We identified in our patient the most distended intestinal loop and measured its diameter (DB) to be 35.8 mm. We then determined, as proposed by Edwards [3], the distance between the upper edge of the first lumbar vertebra and the lower edge of the second one, including the disc space (L1-L2) 17.8 mm, the distance between the lateral edges of the first lumbar vertebra (L1) pedicles (18.6 mm) (Figure 2) and finally calculated the DB/L1-L2 and DB/L1 ratios to be 2.01 and 1.92, respectively. Those results clearly showed that our patient had significant bowel distention.

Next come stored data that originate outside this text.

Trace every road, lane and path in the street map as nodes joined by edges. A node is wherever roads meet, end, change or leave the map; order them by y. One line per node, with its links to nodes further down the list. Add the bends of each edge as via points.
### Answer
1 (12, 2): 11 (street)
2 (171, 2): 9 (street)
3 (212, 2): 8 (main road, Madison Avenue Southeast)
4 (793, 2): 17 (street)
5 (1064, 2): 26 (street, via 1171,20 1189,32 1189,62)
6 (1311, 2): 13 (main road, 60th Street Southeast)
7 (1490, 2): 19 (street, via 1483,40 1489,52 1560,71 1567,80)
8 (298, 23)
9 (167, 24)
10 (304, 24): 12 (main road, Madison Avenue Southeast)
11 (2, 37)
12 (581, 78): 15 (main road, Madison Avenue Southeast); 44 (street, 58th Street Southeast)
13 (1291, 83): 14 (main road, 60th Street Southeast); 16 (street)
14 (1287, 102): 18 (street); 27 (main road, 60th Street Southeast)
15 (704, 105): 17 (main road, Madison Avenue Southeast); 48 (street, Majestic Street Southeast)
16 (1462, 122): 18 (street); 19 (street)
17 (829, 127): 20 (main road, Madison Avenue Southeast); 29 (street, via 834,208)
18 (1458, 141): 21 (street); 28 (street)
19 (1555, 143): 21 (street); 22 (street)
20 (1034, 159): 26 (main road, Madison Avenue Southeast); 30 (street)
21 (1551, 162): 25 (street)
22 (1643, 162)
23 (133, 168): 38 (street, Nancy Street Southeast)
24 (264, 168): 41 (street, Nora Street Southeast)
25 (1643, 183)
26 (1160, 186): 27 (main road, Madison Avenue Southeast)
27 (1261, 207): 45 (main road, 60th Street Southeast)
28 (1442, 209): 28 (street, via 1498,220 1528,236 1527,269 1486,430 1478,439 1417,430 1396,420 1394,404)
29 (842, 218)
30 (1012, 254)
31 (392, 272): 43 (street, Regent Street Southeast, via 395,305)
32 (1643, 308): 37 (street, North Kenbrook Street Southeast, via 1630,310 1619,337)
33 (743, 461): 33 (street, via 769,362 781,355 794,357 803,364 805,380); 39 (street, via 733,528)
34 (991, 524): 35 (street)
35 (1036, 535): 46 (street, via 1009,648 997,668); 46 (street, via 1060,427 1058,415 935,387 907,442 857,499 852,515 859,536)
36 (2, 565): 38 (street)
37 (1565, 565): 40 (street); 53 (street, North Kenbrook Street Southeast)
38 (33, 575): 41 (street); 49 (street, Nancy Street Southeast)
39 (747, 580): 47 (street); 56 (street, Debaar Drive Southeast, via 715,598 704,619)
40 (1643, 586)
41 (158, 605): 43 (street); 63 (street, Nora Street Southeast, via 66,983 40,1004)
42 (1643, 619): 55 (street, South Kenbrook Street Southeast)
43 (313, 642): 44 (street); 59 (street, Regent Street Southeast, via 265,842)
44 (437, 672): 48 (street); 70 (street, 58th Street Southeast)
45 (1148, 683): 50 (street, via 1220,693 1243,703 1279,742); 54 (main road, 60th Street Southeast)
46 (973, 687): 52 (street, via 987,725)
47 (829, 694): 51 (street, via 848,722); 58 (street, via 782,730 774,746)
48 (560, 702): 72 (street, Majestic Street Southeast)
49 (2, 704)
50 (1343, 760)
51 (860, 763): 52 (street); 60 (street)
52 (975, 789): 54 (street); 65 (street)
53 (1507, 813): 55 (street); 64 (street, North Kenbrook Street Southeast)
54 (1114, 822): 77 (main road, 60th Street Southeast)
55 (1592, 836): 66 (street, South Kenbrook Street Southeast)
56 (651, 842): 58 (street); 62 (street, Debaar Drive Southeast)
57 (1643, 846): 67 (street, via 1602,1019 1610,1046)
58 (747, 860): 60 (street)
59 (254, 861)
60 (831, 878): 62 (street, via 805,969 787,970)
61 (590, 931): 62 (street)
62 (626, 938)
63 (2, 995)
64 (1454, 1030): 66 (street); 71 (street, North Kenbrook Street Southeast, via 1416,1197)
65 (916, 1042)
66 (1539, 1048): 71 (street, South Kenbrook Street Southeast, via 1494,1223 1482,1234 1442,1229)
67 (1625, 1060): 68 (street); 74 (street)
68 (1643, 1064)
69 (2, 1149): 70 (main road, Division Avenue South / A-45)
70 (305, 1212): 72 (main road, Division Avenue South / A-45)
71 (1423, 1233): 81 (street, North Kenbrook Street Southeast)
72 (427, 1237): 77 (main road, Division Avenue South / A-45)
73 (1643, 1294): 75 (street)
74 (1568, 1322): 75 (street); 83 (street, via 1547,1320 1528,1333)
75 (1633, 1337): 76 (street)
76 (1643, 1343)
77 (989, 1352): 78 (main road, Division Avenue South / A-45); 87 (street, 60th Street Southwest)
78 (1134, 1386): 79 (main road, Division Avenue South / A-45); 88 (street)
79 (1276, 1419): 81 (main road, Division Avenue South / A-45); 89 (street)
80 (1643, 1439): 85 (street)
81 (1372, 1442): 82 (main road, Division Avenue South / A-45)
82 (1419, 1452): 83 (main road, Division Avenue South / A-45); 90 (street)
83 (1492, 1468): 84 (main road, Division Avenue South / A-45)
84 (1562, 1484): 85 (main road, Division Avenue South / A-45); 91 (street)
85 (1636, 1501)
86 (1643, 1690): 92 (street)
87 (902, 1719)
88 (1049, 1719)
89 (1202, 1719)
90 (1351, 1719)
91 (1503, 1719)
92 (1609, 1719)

Our patient did not have delayed passage of meconium. The barium enema showed a nonspecific distension of the bowels with distension of the rectum without a rectal mass, a nonspecific aspect of HD. It did not demonstrate a rectum reduced in caliber or a transition zone to an enlarged-caliber sigmoid. Pediatric gastroenterologist together with pediatric surgery evaluated the patient and did not recommend performing a rectal biopsy to rule out the diagnosis of HD [4].
The patient was hospitalized for 5 days, feeding as per baseline and passing 3-4 soft stools per day and on discharge the AC decreased to 42 cm. On the follow up visit in the clinic, we noted that the abdomen remained soft, non-tender and distended but the AC had further decreased to 38 cm.

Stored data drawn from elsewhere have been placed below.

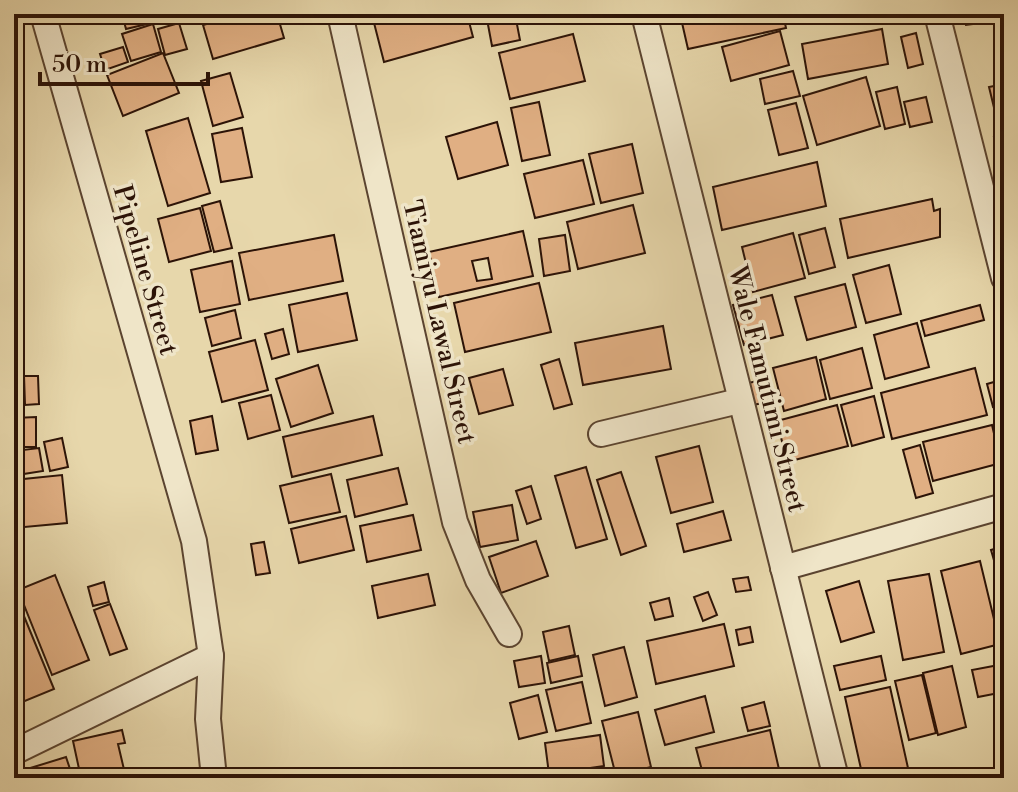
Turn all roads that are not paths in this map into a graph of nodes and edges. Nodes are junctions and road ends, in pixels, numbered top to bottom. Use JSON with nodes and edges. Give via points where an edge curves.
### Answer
{"nodes":[{"id":1,"x":43,"y":14,"type":"edge"},
{"id":2,"x":340,"y":14,"type":"edge"},
{"id":3,"x":644,"y":14,"type":"edge"},
{"id":4,"x":937,"y":14,"type":"edge"},
{"id":5,"x":997,"y":218,"type":"edge"},
{"id":6,"x":1004,"y":278,"type":"edge"},
{"id":7,"x":739,"y":401,"type":"junction"},
{"id":8,"x":601,"y":434,"type":"dead end"},
{"id":9,"x":1004,"y":506,"type":"edge"},
{"id":10,"x":783,"y":568,"type":"junction"},
{"id":11,"x":509,"y":634,"type":"dead end"},
{"id":12,"x":211,"y":656,"type":"junction"},
{"id":13,"x":14,"y":752,"type":"edge"},
{"id":14,"x":214,"y":778,"type":"edge"},
{"id":15,"x":836,"y":778,"type":"edge"}],
"edges":[{"from":1,"to":12,"type":"street","name":"Pipeline Street","via":[[194,541]]},
{"from":2,"to":11,"type":"street","name":"Tiamiyu Lawal Street","via":[[455,522],[478,580]]},
{"from":3,"to":7,"type":"street","name":"Wale Famutimi Street"},
{"from":4,"to":5,"type":"street"},
{"from":5,"to":6,"type":"street"},
{"from":7,"to":8,"type":"street"},
{"from":7,"to":10,"type":"street","name":"Wale Famutimi Street"},
{"from":9,"to":10,"type":"street"},
{"from":10,"to":15,"type":"street","name":"Wale Famutimi Street"},
{"from":12,"to":13,"type":"street"},
{"from":12,"to":14,"type":"street","name":"Pipeline Street","via":[[208,719]]}]}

The term benign transient non-organic ileus of neonates (BTNIN) is applied to neonates who present symptoms and plain radiographic findings of HD, but do not have aganglionic bowel and are managed well by conservative treatment. It can often be difficult to diagnose BTNIN because its initial symptoms are similar to those of HD. The vast majority of patients experience the onset of symptoms between 2 and 4 weeks of age [1]. Our patient was within this age range.

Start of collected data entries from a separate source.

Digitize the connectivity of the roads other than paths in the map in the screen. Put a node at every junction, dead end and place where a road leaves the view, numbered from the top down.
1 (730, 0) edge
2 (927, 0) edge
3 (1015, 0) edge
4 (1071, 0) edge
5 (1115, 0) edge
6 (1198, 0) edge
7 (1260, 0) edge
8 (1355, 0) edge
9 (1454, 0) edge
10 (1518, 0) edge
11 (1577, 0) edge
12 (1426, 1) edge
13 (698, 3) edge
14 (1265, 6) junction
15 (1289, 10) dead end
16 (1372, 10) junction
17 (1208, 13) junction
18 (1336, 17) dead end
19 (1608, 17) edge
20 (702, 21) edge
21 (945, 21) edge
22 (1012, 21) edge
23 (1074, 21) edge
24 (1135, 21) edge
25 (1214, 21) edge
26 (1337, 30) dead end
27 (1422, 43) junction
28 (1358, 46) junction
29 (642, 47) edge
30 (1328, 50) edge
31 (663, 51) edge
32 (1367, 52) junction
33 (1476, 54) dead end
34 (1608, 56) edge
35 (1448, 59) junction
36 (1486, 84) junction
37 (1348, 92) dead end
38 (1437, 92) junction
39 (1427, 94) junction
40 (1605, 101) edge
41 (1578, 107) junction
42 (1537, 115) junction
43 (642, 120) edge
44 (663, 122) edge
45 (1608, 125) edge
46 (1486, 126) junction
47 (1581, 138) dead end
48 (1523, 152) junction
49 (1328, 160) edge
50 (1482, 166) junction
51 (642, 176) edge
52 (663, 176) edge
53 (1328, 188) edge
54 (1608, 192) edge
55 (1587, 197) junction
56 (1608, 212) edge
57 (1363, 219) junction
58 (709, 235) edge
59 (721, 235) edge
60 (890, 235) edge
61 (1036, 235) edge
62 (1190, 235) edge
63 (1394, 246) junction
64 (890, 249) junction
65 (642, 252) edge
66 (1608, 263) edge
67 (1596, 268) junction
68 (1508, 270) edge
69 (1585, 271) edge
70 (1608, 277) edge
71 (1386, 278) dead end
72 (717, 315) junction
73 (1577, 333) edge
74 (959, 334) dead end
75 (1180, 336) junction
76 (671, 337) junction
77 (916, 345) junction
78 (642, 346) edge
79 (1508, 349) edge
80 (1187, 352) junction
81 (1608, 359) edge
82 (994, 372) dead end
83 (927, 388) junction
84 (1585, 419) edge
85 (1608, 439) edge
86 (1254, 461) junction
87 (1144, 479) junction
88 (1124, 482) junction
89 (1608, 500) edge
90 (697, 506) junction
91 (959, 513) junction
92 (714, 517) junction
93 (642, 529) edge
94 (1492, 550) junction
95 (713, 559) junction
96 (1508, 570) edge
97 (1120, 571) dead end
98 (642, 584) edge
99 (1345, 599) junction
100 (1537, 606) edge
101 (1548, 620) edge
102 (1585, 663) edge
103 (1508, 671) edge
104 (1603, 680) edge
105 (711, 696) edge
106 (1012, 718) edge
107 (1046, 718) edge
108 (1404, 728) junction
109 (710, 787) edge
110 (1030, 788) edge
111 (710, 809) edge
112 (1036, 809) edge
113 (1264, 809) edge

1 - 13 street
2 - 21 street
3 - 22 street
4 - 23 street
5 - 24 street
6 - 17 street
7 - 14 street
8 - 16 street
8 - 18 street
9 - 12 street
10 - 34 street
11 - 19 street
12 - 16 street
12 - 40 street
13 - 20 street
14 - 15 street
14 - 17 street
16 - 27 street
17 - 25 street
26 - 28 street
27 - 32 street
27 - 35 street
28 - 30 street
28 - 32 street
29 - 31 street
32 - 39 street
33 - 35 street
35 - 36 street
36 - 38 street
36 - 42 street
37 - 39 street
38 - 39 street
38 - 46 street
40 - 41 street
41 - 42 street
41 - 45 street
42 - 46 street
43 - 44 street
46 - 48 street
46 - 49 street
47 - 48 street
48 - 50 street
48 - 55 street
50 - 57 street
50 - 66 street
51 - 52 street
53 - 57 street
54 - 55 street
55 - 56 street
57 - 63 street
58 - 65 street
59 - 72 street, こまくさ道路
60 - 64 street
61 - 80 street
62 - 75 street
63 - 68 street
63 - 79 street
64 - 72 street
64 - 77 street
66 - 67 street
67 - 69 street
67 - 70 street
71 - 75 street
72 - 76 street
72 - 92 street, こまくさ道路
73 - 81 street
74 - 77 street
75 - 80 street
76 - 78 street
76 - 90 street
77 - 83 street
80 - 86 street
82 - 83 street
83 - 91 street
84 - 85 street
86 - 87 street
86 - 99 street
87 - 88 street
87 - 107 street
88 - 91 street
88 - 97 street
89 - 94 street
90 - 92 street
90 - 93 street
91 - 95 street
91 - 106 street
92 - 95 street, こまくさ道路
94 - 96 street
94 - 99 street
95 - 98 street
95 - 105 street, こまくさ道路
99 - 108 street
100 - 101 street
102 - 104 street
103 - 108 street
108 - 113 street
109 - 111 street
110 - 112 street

Acute gastroenteritis (AGE) was also suggested as a possible differential diagnosis for our patient. Acute gastroenteritis can induce abdominal distention by different mechanisms such as disruption of gut micro-flora, increase in gas production and change in the intestinal transit [5]. With the increase of gases in the intestinal lumen, the contraction of the ventral abdominal wall muscles decrease and the diaphragms descend, resulting in an increase of the abdominal girth. For our patient, AGE was unlikely as he did not have fever, vomiting and his diarrhea spontaneously resolved the next day.
One important diagnosis to consider in our case was benign transient non-organic ileus of neonate (BTNIN). This condition presents with similar symptoms of HD with abdominal distention, emesis, explosive defecation and constipation. Moreover, the radiologic findings are also very similar to HD [1,2].
Considering the etiology of BTNIN, cow’s milk allergy was suggested to be the main cause. However, in Chang et al study, most patients were mostly breastfeeding as our patient also was.
Benign transient non-organic ileus of neonates has an excellent prognosis as it responds well to conservative intermittent treatment with glycerin, with resolution of symptoms by 5 months of age. This condition is still not fully understood, and further studies are required to ascertain its pathophysiology.